亡き母の記録⑤〜臨終
RK病院に移って1週間が経った日、夜が明け切る前に、病院から連絡があった。
「お母様の容態が良くないので、見舞いに来る予定を早めた方が良さそうです」
転院した時からいつか来ると覚悟していたとはいえ、早すぎる。
そう思いながら電話を切った。
私はその日の朝のうちに新幹線に乗って東京を目指していた。
前日までは高速バスを使うつもりだったが、そんな猶予はないと判断した。
病室に着いてみると、ベッドに横たわる母はもう意識はなく、浅い呼吸を繰り返すのみだった。
「話しかけてあげてくださいね。意識はなくても聞こえてますから」
看護師さんに言われたが、何と言えば良いのか分からず、ただ手をさすることしかできなかった。

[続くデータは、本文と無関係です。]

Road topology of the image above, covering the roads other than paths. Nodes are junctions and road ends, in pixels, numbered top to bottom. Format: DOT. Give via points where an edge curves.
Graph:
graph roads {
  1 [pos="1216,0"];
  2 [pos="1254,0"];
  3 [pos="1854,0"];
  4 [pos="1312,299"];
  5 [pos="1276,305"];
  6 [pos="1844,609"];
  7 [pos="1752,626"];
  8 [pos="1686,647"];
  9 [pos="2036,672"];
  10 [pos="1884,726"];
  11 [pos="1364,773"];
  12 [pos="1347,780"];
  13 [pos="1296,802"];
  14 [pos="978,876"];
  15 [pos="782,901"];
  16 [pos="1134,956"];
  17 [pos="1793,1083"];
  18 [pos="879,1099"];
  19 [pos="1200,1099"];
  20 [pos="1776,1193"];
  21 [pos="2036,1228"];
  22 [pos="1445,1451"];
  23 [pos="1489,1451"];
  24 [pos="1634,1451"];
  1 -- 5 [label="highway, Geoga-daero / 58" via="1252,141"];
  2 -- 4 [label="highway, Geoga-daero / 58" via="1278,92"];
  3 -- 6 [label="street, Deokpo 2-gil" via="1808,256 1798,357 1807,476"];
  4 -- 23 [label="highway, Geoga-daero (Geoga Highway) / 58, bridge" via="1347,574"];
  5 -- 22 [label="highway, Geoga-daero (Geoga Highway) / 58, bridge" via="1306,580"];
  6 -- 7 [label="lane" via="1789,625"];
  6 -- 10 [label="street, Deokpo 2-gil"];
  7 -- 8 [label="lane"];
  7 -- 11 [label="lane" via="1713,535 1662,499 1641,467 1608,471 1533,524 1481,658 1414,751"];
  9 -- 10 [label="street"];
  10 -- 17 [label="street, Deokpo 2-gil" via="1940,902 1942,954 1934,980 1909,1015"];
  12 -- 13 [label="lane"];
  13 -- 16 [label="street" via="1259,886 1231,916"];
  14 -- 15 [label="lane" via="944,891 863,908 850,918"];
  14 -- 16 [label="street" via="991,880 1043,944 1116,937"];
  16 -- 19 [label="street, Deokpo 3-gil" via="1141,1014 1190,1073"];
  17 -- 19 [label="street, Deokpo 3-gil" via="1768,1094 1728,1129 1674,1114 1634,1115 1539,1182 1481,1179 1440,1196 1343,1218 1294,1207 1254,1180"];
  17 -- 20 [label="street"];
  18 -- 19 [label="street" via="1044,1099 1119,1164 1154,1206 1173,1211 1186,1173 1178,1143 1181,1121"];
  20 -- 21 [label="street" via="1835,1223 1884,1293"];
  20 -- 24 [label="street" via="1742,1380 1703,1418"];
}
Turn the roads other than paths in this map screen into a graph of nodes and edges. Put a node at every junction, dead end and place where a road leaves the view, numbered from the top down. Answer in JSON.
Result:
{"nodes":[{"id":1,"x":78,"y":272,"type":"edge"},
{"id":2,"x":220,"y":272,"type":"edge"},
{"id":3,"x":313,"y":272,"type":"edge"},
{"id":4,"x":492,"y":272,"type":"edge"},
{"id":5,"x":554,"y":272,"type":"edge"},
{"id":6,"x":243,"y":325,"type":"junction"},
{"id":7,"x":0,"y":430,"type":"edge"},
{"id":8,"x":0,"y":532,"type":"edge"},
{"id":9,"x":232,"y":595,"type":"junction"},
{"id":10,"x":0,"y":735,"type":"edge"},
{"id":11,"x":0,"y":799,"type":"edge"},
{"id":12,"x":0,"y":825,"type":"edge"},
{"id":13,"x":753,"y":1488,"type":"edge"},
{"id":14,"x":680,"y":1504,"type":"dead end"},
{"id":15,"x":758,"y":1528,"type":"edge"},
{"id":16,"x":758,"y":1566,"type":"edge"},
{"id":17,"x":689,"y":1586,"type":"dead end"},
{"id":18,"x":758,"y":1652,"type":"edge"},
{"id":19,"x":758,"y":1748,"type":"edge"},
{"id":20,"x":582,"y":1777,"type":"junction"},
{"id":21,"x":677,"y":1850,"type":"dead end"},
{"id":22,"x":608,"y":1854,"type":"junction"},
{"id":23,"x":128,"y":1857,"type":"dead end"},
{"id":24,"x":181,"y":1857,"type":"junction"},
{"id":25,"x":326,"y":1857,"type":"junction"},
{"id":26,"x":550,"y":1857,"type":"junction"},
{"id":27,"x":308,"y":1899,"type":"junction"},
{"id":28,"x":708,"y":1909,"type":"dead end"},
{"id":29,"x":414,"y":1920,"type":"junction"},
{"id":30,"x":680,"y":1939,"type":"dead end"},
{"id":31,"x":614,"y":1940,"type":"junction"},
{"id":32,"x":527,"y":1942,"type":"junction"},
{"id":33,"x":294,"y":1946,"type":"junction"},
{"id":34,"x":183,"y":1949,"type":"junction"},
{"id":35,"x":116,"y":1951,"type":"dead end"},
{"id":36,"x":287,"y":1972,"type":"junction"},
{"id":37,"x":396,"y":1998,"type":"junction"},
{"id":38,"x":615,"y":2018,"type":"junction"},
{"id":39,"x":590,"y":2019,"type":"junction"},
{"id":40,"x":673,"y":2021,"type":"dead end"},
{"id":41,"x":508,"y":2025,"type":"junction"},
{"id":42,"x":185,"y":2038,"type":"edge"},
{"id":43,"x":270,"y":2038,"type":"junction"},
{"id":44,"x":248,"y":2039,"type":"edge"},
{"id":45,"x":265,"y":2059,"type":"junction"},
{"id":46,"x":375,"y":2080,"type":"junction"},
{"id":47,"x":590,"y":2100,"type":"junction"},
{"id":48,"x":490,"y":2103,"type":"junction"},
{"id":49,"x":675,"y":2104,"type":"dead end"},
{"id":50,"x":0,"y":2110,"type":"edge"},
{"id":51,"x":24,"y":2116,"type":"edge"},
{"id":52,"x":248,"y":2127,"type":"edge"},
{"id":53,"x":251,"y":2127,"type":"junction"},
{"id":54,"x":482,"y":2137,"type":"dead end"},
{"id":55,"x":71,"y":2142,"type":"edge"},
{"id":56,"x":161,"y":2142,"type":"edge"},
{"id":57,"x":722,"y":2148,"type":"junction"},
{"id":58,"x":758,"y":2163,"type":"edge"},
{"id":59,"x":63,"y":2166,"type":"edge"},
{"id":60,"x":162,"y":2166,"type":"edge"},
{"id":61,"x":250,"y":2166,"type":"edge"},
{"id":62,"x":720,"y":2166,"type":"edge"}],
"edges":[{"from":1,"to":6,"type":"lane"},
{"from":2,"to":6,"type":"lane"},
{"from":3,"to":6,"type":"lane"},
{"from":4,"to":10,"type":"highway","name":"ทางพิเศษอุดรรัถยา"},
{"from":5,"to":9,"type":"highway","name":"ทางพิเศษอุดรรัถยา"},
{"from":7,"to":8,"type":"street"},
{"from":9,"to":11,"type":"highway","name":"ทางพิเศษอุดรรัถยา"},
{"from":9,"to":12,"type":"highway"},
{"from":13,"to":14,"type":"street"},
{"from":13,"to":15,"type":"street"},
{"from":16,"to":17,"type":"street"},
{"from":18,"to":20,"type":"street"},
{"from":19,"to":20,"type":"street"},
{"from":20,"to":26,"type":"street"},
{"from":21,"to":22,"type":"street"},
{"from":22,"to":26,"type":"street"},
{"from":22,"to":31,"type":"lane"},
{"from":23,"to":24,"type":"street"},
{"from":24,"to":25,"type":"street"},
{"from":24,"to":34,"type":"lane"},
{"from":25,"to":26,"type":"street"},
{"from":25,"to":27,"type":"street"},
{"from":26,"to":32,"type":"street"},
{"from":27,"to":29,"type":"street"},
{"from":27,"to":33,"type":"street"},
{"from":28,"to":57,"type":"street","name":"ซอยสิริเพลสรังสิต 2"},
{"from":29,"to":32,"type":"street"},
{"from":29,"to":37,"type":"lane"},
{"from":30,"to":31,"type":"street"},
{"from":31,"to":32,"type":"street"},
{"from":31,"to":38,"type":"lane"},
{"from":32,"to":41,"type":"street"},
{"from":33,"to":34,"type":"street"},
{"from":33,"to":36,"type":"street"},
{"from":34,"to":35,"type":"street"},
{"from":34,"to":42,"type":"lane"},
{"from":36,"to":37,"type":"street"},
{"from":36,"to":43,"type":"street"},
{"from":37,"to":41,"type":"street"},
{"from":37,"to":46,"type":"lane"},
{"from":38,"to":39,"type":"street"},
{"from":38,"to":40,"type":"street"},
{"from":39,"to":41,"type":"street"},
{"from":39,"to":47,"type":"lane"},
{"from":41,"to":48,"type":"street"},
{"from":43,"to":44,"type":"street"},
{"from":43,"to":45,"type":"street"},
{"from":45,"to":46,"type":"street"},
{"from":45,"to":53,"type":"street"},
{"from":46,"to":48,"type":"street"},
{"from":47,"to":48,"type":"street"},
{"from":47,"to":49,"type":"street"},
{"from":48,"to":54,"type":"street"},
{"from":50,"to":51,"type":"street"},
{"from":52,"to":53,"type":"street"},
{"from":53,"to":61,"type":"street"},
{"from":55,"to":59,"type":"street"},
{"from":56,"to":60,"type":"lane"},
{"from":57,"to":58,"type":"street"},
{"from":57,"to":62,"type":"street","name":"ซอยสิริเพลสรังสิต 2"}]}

1時間も経たずに、子どもが病室に入ってきた。朝のうちに連絡しておいたのだった。
「お疲れ」
「そっちこそ」
お互いを労った後、しばらく無言が続く。
どちらからだったろうか、母の元気だった頃の思い出話をし始める。
懐かしかった。懐かしすぎて涙ぐんで、言葉が詰まる。
子どもに背中をさすられて、号泣しそうになるが耐えた。まだ母は生きているのだから。
母の状態は変わらないまま、何時間も経っていたらしく、外は夕闇に包まれていた。
「そろそろ帰らないと、ラッシュに巻き込まれるんじゃない?」
時間を気にして声をかけると、気まずそうにしながらも子どもは立ち上がった。
「うん。悪いけど行くね」
私とは違い、子どもには子どもの生活がある。祖母である母も理解してくれるだろう。
何かあったら連絡するからと約束をして、子どもを見送った。
母と2人きりになると、途端に言葉が出なくなる。腕や手をさすることしかできなかった。
それから何時間か経った午後8時半、母は息を引き取った。
身近な人の初めての見送りだった。
ナースコールをして、看護師さんに息が止まったことを伝えると、当直の先生がやってきて、母の死を確認した。
「ご臨終です」
当直医に宣言されて、私は涙が止まらないまま深くお辞儀をした。